Abstract B02: Oxidized hemoglobin promotes survival of ROS-stressed and DNA damaged fallopian tube epithelial cells with p53 loss, resulting in a copy number variation phenotype of HGSC.

Abstract

Abstract Purpose: Ovulation is a strong risk factor for high grade serous carcinoma (HGSC) of ovary known to largely originate from the fallopian tube fimbriae. Previously, we have showed ROS in the mature follicular fluid (FF) is mutagenic and cytotoxic to fimbria epithelial cells, and induces DNA double strand breaks (DSB) in the context of p53 loss. We hypothesized that hemoglobin (Hb) in FF accumulated in cul-de-sac (CDS) after ovulatory bleeding may protect the bathed fimbria from cell death and enhance cancer initiation. Results: Peritoneal fluids collected from the CDS after ovulation contained high level of oxidized Hb and ROS, so did ovarian FFs retrieved from IVF patients. When treating E6/E7-immortalized fimbria secretory cells (FE25) with FFs with various ROS levels ranging from 100-1200 μM of H2O2 equivalence, a positive correlation of Hb levels (ranging from 100-1100 μg/ml) in FF and cell viability was observed. This was further confirmed in treating FE25 cells with H2O2 where Hb dose-dependently rescued cell death. As a consequence, FE25 cells treated with either Hb-high FF or with H2O2 plus Hb accumulated high level of DSB and showed an extensive DNA copy number variation compatible with the copy number variation (CNV) phenotype of HGSC. The resulted DNA aneuploidy rates were 50±5% and 65±7% in FE25 treated with 500 μM H2O2 supplemented with 100 μg/ml Hb or 3% Hb-hgih FF, respectively; as compared to 15±2% at baseline and 31±8% with H2O2 only. In the case of primary fimbria epithelial cells the figures were 2±0.3% and 1.3±0.2%, respectively. Finally, the p53 deficiency dependent rescuing effect of Hb on ROS-stressed tubal epithelial cells, and the consequent CNV phenotype were confirmed ex vivo with oviducts of wild type and Trp53-null mice.

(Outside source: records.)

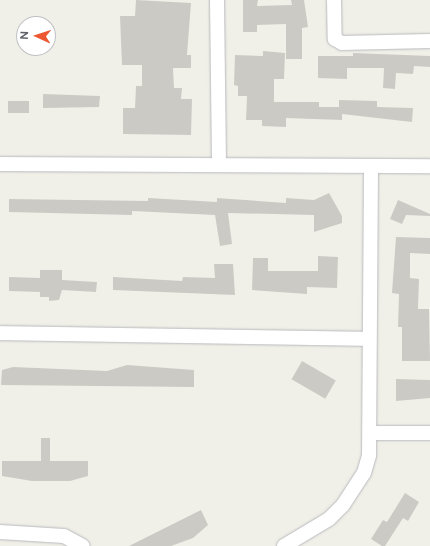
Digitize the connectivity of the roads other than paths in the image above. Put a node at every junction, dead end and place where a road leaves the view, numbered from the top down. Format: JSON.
{"nodes":[{"id":1,"x":217,"y":0,"type":"edge"},
{"id":2,"x":334,"y":0,"type":"edge"},
{"id":3,"x":430,"y":41,"type":"edge"},
{"id":4,"x":0,"y":164,"type":"edge"},
{"id":5,"x":219,"y":165,"type":"junction"},
{"id":6,"x":371,"y":166,"type":"junction"},
{"id":7,"x":430,"y":166,"type":"edge"},
{"id":8,"x":0,"y":333,"type":"edge"},
{"id":9,"x":369,"y":340,"type":"junction"},
{"id":10,"x":371,"y":433,"type":"junction"},
{"id":11,"x":430,"y":433,"type":"edge"},
{"id":12,"x":0,"y":532,"type":"edge"},
{"id":13,"x":83,"y":546,"type":"edge"},
{"id":14,"x":284,"y":546,"type":"edge"}],
"edges":[{"from":1,"to":5,"type":"street"},
{"from":2,"to":3,"type":"street"},
{"from":4,"to":5,"type":"street"},
{"from":5,"to":6,"type":"street"},
{"from":6,"to":7,"type":"street"},
{"from":6,"to":9,"type":"street"},
{"from":8,"to":9,"type":"street"},
{"from":9,"to":10,"type":"street"},
{"from":10,"to":11,"type":"street"},
{"from":10,"to":14,"type":"street"},
{"from":12,"to":13,"type":"street"}]}
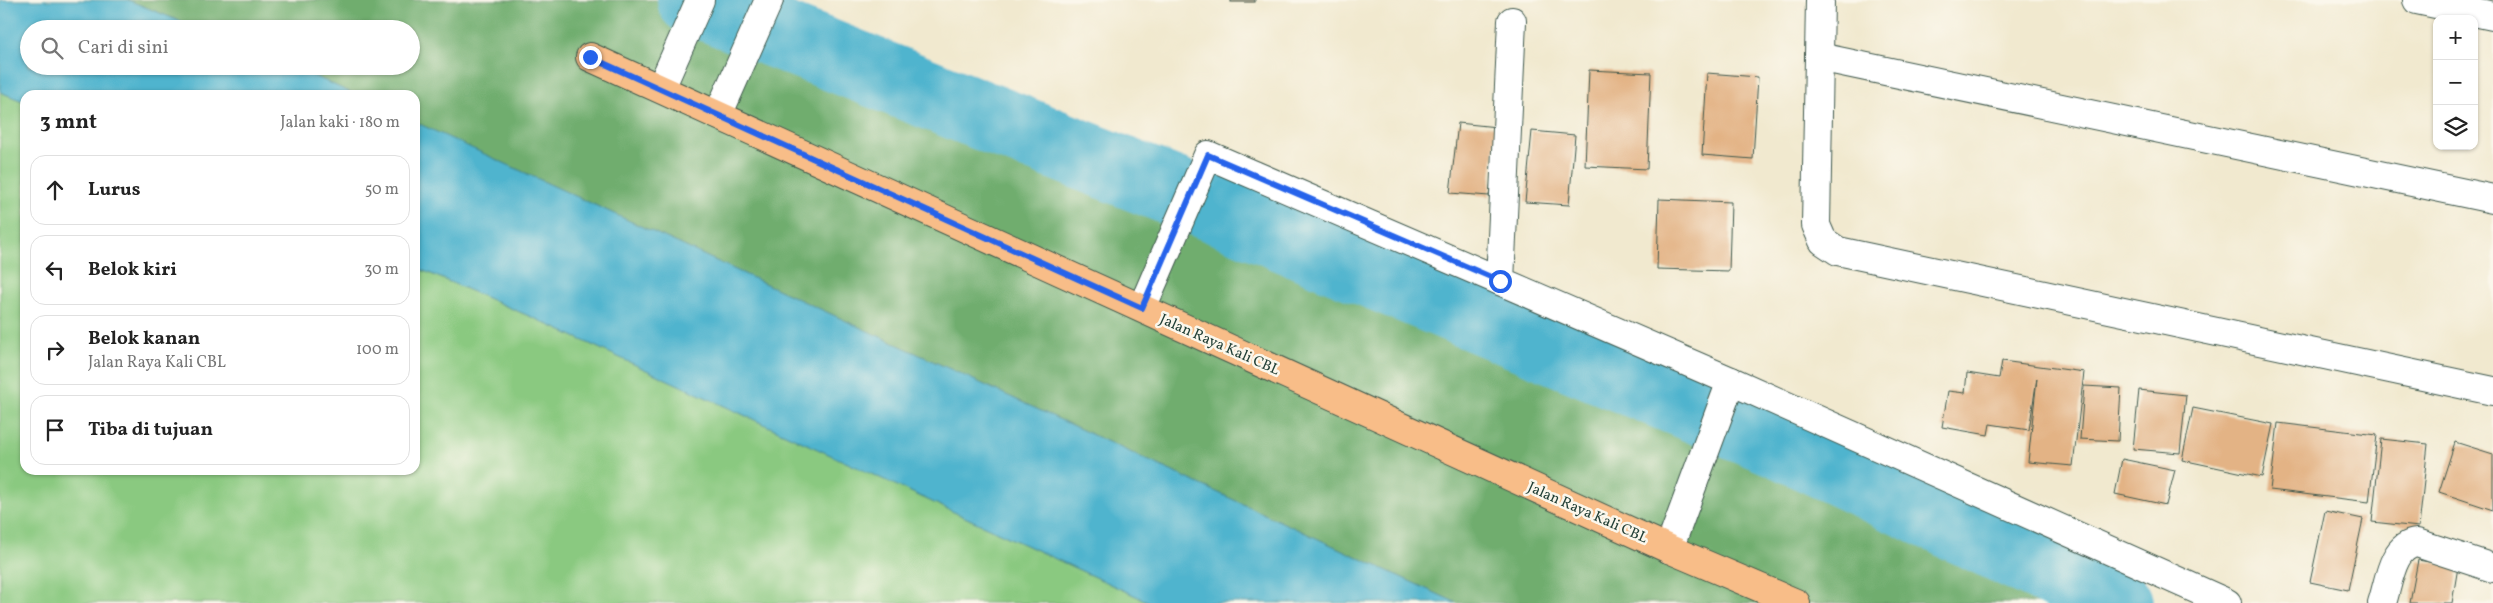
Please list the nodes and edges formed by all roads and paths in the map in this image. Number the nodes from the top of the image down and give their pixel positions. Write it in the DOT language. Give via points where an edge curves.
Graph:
graph roads {
  1 [pos="700,0"];
  2 [pos="769,0"];
  3 [pos="1820,0"];
  4 [pos="2417,0"];
  5 [pos="2493,16"];
  6 [pos="1512,21"];
  7 [pos="590,57"];
  8 [pos="1819,57"];
  9 [pos="660,88"];
  10 [pos="718,115"];
  11 [pos="2493,199"];
  12 [pos="1500,281"];
  13 [pos="1142,308"];
  14 [pos="1728,389"];
  15 [pos="2493,391"];
  16 [pos="1669,549"];
  17 [pos="2493,568"];
  18 [pos="1796,603"];
  19 [pos="2227,603"];
  20 [pos="2382,603"];
  1 -- 9 [label="street"];
  2 -- 10 [label="street"];
  3 -- 8 [label="street"];
  4 -- 5 [label="street"];
  6 -- 12 [label="street"];
  7 -- 9 [label="main road, Jalan Raya Kali CBL"];
  8 -- 11 [label="street"];
  8 -- 15 [label="street" via="1816,225 1823,241 1838,250"];
  9 -- 10 [label="main road, Jalan Raya Kali CBL"];
  10 -- 13 [label="main road, Jalan Raya Kali CBL"];
  12 -- 13 [label="street" via="1208,155"];
  12 -- 14 [label="street"];
  13 -- 16 [label="main road, Jalan Raya Kali CBL"];
  14 -- 16 [label="street"];
  14 -- 19 [label="street"];
  16 -- 18 [label="main road, Jalan Raya Kali CBL"];
  17 -- 20 [label="street" via="2417,543 2408,544 2400,550"];
}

Conclusion: While ROS in FF induces DNA damage and cytotoxicity of p53-deficient fimbria epithelial cells, oxidized Hb in peritoneal fluid rescues cells from death and results in a CNV phenotype, a major characteristic of HGSC. Citation Format: Hsuan-Shun Huang, Che-Fang Hsu, Tang-Yuan Chu. Oxidized hemoglobin promotes survival of ROS-stressed and DNA damaged fallopian tube epithelial cells with p53 loss, resulting in a copy number variation phenotype of HGSC. [abstract]. In: Proceedings of the AACR Special Conference on Advances in Ovarian Cancer Research: Exploiting Vulnerabilities; Oct 17-20, 2015; Orlando, FL. Philadelphia (PA): AACR; Clin Cancer Res 2016;22(2 Suppl):Abstract nr B02.